La promenade domestique avec Gintra

Si Rasa a connu un seul club, c’est également parce qu’elle joue dans le meilleur du pays : « Le problème principal dans le championnat lituanien est le faible niveau de compétitivité. Il y a une grande différence entre les équipes. » En effet, Gintra vient d’enchaîner son dixième titre de champion consécutif. Et cette saison, les performances ont été encore plus exceptionnelles que d’habitude : 18 matchs, 18 victoires, 128 buts marqués et… 0 encaissé !

gintra

Selon Rasa, les bons résultats proviennent aussi de l’entente dans l’équipe : « L’ambiance est bonne dans l’équipe, nous sommes une deuxième famille. Nous n’avons pas beaucoup de fans mais ceux-ci font aussi partie de la famille. »

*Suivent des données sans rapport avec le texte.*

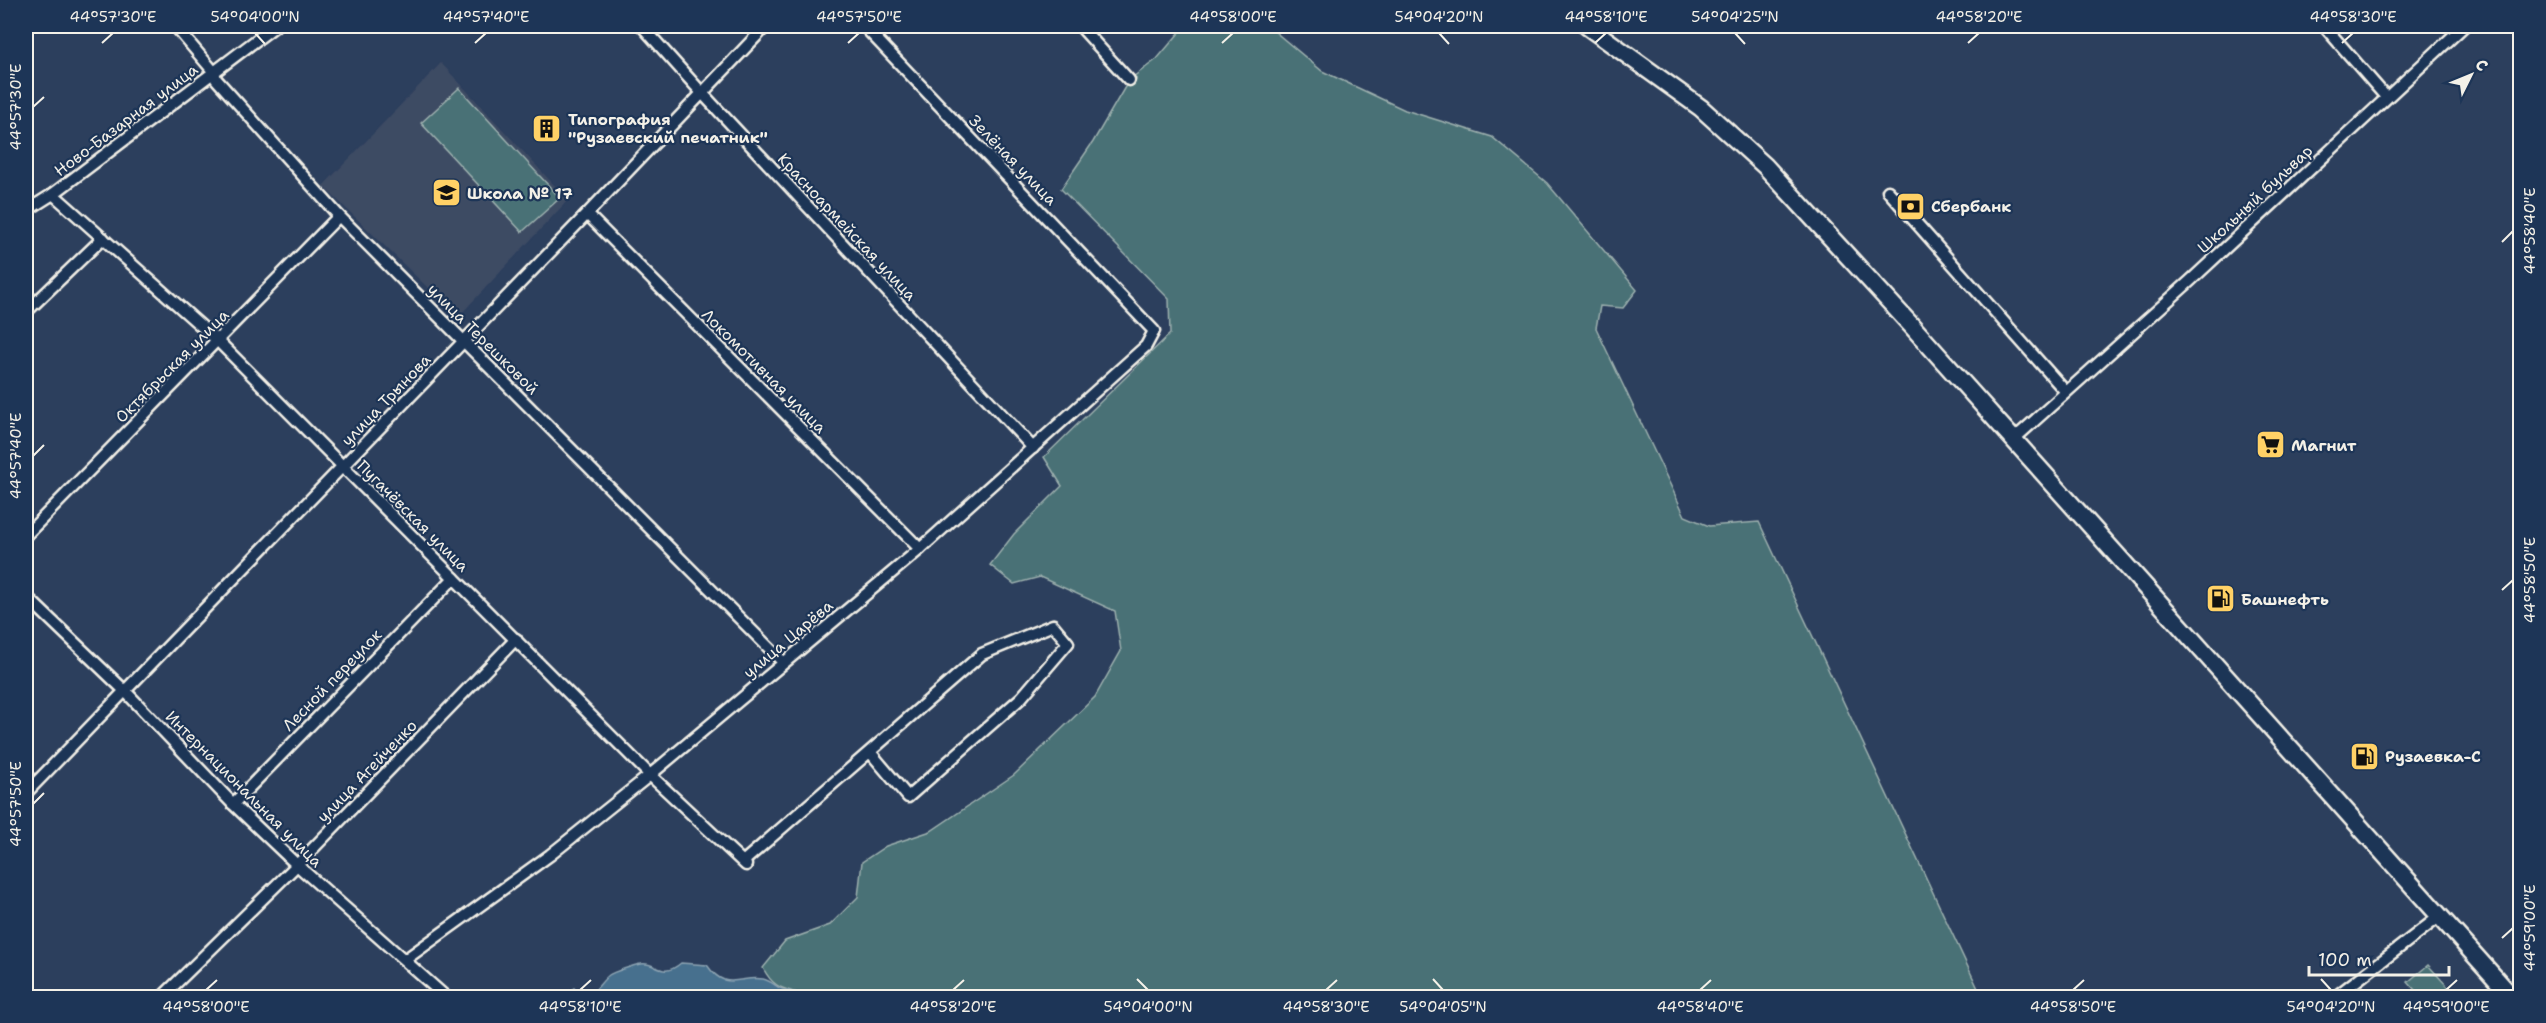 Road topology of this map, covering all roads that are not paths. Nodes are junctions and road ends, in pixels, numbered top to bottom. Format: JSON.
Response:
{"nodes":[{"id":1,"x":175,"y":26,"type":"edge"},
{"id":2,"x":275,"y":26,"type":"edge"},
{"id":3,"x":642,"y":26,"type":"edge"},
{"id":4,"x":766,"y":26,"type":"edge"},
{"id":5,"x":864,"y":26,"type":"edge"},
{"id":6,"x":1080,"y":26,"type":"edge"},
{"id":7,"x":1587,"y":26,"type":"edge"},
{"id":8,"x":2324,"y":26,"type":"edge"},
{"id":9,"x":2464,"y":26,"type":"edge"},
{"id":10,"x":214,"y":72,"type":"junction"},
{"id":11,"x":1129,"y":80,"type":"dead end"},
{"id":12,"x":702,"y":93,"type":"junction"},
{"id":13,"x":2385,"y":97,"type":"junction"},
{"id":14,"x":1888,"y":191,"type":"dead end"},
{"id":15,"x":53,"y":194,"type":"junction"},
{"id":16,"x":26,"y":212,"type":"edge"},
{"id":17,"x":587,"y":214,"type":"junction"},
{"id":18,"x":339,"y":216,"type":"junction"},
{"id":19,"x":104,"y":238,"type":"junction"},
{"id":20,"x":26,"y":312,"type":"edge"},
{"id":21,"x":1141,"y":316,"type":"joint"},
{"id":22,"x":218,"y":341,"type":"junction"},
{"id":23,"x":465,"y":341,"type":"junction"},
{"id":24,"x":2066,"y":392,"type":"junction"},
{"id":25,"x":2013,"y":440,"type":"junction"},
{"id":26,"x":1033,"y":448,"type":"junction"},
{"id":27,"x":342,"y":467,"type":"junction"},
{"id":28,"x":26,"y":535,"type":"edge"},
{"id":29,"x":920,"y":549,"type":"junction"},
{"id":30,"x":454,"y":578,"type":"junction"},
{"id":31,"x":26,"y":596,"type":"edge"},
{"id":32,"x":516,"y":639,"type":"junction"},
{"id":33,"x":783,"y":663,"type":"junction"},
{"id":34,"x":125,"y":691,"type":"junction"},
{"id":35,"x":870,"y":752,"type":"junction"},
{"id":36,"x":650,"y":775,"type":"junction"},
{"id":37,"x":26,"y":793,"type":"edge"},
{"id":38,"x":233,"y":804,"type":"junction"},
{"id":39,"x":297,"y":865,"type":"junction"},
{"id":40,"x":2440,"y":916,"type":"junction"},
{"id":41,"x":405,"y":959,"type":"junction"},
{"id":42,"x":161,"y":998,"type":"edge"},
{"id":43,"x":447,"y":998,"type":"edge"},
{"id":44,"x":2334,"y":998,"type":"edge"},
{"id":45,"x":2512,"y":998,"type":"edge"}],
"edges":[{"from":1,"to":10,"type":"street","name":"улица Терешковой"},
{"from":2,"to":10,"type":"street","name":"Ново-Базарная улица"},
{"from":3,"to":12,"type":"street","name":"Красноармейская улица"},
{"from":4,"to":12,"type":"street","name":"улица Трынова"},
{"from":5,"to":21,"type":"street","name":"Зелёная улица"},
{"from":6,"to":11,"type":"street"},
{"from":7,"to":25,"type":"main road"},
{"from":8,"to":13,"type":"street"},
{"from":9,"to":13,"type":"street","name":"Школьный бульвар"},
{"from":10,"to":15,"type":"street","name":"Ново-Базарная улица"},
{"from":10,"to":18,"type":"street","name":"улица Терешковой"},
{"from":12,"to":17,"type":"street","name":"улица Трынова"},
{"from":12,"to":26,"type":"street","name":"Красноармейская улица"},
{"from":13,"to":24,"type":"street","name":"Школьный бульвар"},
{"from":14,"to":24,"type":"street"},
{"from":15,"to":16,"type":"street","name":"Ново-Базарная улица"},
{"from":15,"to":19,"type":"street","name":"Пугачёвская улица"},
{"from":17,"to":23,"type":"street","name":"улица Трынова"},
{"from":17,"to":29,"type":"street","name":"Локомотивная улица"},
{"from":18,"to":22,"type":"street","name":"Октябрьская улица"},
{"from":18,"to":23,"type":"street","name":"улица Терешковой"},
{"from":19,"to":20,"type":"street"},
{"from":19,"to":22,"type":"street","name":"Пугачёвская улица"},
{"from":21,"to":26,"type":"street","name":"улица Царёва"},
{"from":22,"to":27,"type":"street","name":"Пугачёвская улица"},
{"from":22,"to":28,"type":"street","name":"Октябрьская улица"},
{"from":23,"to":27,"type":"street","name":"улица Трынова"},
{"from":23,"to":33,"type":"street","name":"улица Терешковой"},
{"from":24,"to":25,"type":"street","name":"Школьный бульвар"},
{"from":25,"to":40,"type":"main road"},
{"from":26,"to":29,"type":"street","name":"улица Царёва"},
{"from":27,"to":30,"type":"street","name":"Пугачёвская улица"},
{"from":27,"to":34,"type":"street","name":"улица Трынова"},
{"from":29,"to":33,"type":"street","name":"улица Царёва"},
{"from":30,"to":32,"type":"street","name":"Пугачёвская улица"},
{"from":30,"to":38,"type":"street","name":"Лесной переулок"},
{"from":31,"to":34,"type":"street","name":"Интернациональная улица"},
{"from":32,"to":36,"type":"street","name":"Пугачёвская улица"},
{"from":32,"to":39,"type":"street","name":"улица Агейченко"},
{"from":33,"to":36,"type":"street","name":"улица Царёва"},
{"from":34,"to":37,"type":"street","name":"улица Трынова"},
{"from":34,"to":38,"type":"street","name":"Интернациональная улица"},
{"from":35,"to":35,"type":"street"},
{"from":35,"to":36,"type":"street","name":"Пугачёвская улица"},
{"from":36,"to":41,"type":"street","name":"улица Царёва"},
{"from":38,"to":39,"type":"street","name":"Интернациональная улица"},
{"from":39,"to":41,"type":"street","name":"Интернациональная улица"},
{"from":39,"to":42,"type":"street","name":"улица Агейченко"},
{"from":40,"to":44,"type":"street"},
{"from":40,"to":45,"type":"main road"},
{"from":41,"to":43,"type":"street","name":"Интернациональная улица"}]} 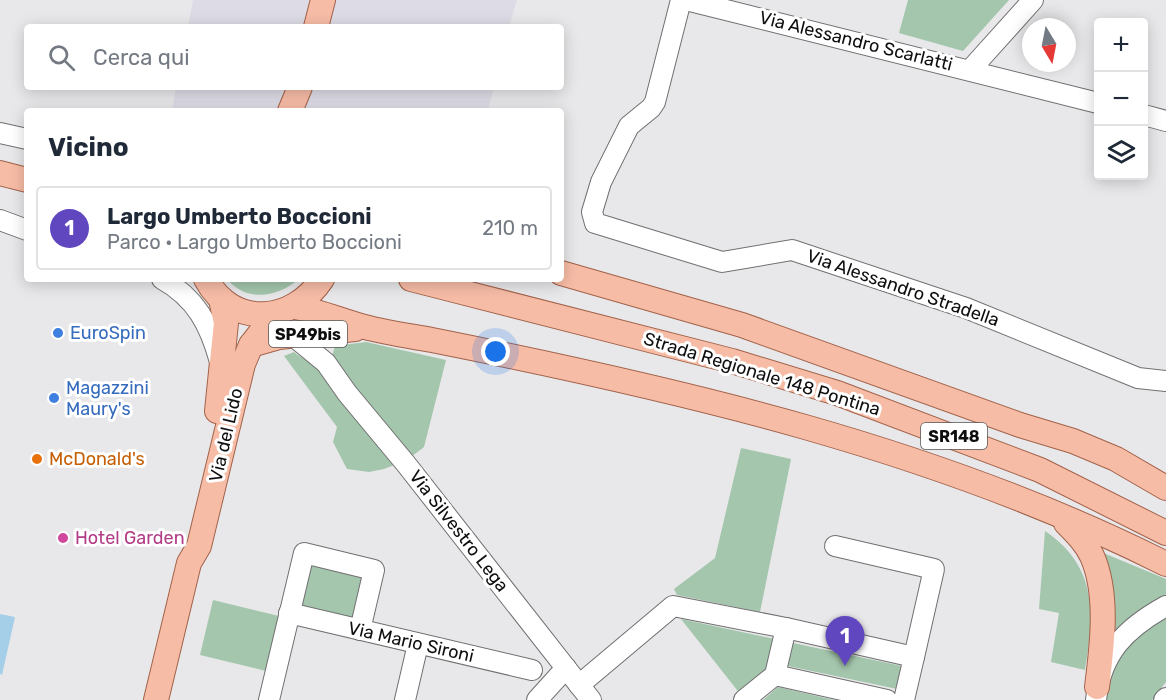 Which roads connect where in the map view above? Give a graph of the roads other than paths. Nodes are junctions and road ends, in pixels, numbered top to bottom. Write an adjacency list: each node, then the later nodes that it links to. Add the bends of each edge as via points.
1 (323, 0): 5 (main road)
2 (681, 0): 32 (street, Via Alessandro Stradella, via 655,102 629,126 606,172 592,206 595,224 722,262 792,250 966,308 1138,378)
3 (686, 0): 6 (street, Via Alessandro Scarlatti)
4 (1033, 0): 6 (street, Via Alessandro Scarlatti)
5 (317, 24)
6 (971, 69): 9 (street)
7 (300, 90): 10 (main road)
8 (301, 90): 11 (main road)
9 (1094, 102)
10 (291, 108)
11 (299, 108)
12 (1148, 116): 13 (street)
13 (1166, 121)
14 (0, 133): 15 (street)
15 (24, 138)
16 (0, 173): 17 (main road)
17 (24, 179)
18 (0, 220): 19 (street)
19 (24, 229)
20 (564, 274): 33 (main road, via 742,325)
21 (167, 282): 31 (street, Via del Lido / SP49bis, via 186,294 207,323)
22 (320, 282): 25 (main road, Via del Lido / SP49bis, via 312,294)
23 (423, 282): 39 (main road, Strada Regionale 148 Pontina / SR148, via 837,393 1040,470)
24 (208, 284): 25 (main road, Via del Lido / SP49bis, via 237,309 256,314); 31 (main road, Via del Lido / SP49bis, via 226,323)
25 (285, 311): 26 (main road); 29 (main road, Via del Lido / SP49bis)
26 (366, 327): 27 (main road, SP49bis); 38 (main road, via 723,406 953,475)
27 (341, 330): 28 (main road, SP49bis); 30 (street, via 330,344)
28 (292, 335): 29 (main road, SP49bis); 30 (street, Via Silvestro Lega)
29 (251, 345): 41 (main road, Via del Lido / SP49bis, via 237,386 199,546)
30 (326, 363): 49 (street, Via Silvestro Lega)
31 (223, 370): 41 (main road, Via del Lido / SP49bis, via 186,543)
32 (1166, 381)
33 (1020, 425): 34 (main road); 37 (main road)
34 (1116, 459): 35 (main road); 36 (main road)
35 (1166, 475)
36 (1166, 488)
37 (1166, 501)
38 (1055, 514): 42 (main road); 53 (main road, via 1080,537 1092,557 1100,593)
39 (1166, 533)
40 (835, 546): 48 (street, via 934,569)
41 (189, 562): 54 (main road, Via del Lido / SP49bis)
42 (1166, 564)
43 (1166, 606): 53 (street, via 1124,633 1108,659)
44 (289, 613): 46 (street, Via Mario Sironi); 46 (street, via 304,553 374,570); 55 (street)
45 (786, 628): 48 (street); 51 (street); 52 (street, via 673,606)
46 (360, 630): 47 (street, Via Mario Sironi)
47 (418, 644): 50 (street, Via Mario Sironi); 56 (street)
48 (914, 657): 60 (street)
49 (566, 668): 52 (street, Via Silvestro Lega); 57 (street)
50 (532, 670)
51 (775, 675): 58 (street); 59 (street)
52 (585, 693)
53 (1097, 693)
54 (156, 700)
55 (269, 700)
56 (405, 700)
57 (537, 700)
58 (744, 700)
59 (887, 700)
60 (904, 700)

L’épopée en Ligue des Champions

Pour la première fois de leur histoire, Gintra est parvenu à se qualifier pour les 8è de C1, devenant le petit poucet de la compétition. En 16è, Gintra a réussi à accrocher le Sparta Prague, en les éliminant aux pénos après deux nuls 1-1.

Bien entendu, Rasa a joué son rôle en marquant au retour puis en inscrivant le penalty décisif :« Contre le Sparta Prague, ce fut très difficile puisqu’elles ont pratiqué un très bon football. C’était une sensation incroyable de les éliminer. »

Au prochain tour, cela s’annonce encore plus compliqué face à Brondby : « C’est une équipe très forte et professionnelle. Je pense que ce sera très dur contre elles. Nous ferons de notre mieux et ce sera quoi qu’il en soit une sacrée expérience pour notre jeune équipe. »

Le développement du football féminin en Lituanie

Cependant ces belles performances de Gintra n’effacent pas les conditions difficiles dans lesquelles le football féminin lituanien évolue. Rasa confirme : « Nous manquons d’infrastructures, de soutien mais aussi de communication autour du football féminin. »

Des efforts sont entrepris avec notamment la mise en place d’une D2 :« Nous avons une D2 en Lituanie où évoluent des filles plus jeunes. C’est une première étape pour rendre le football féminin plus populaire et pratiqué. Il y a aussi un groupe de jeunes femmes dans l’académie de la fédération à Siauliai où elles sont hébergées et formées. »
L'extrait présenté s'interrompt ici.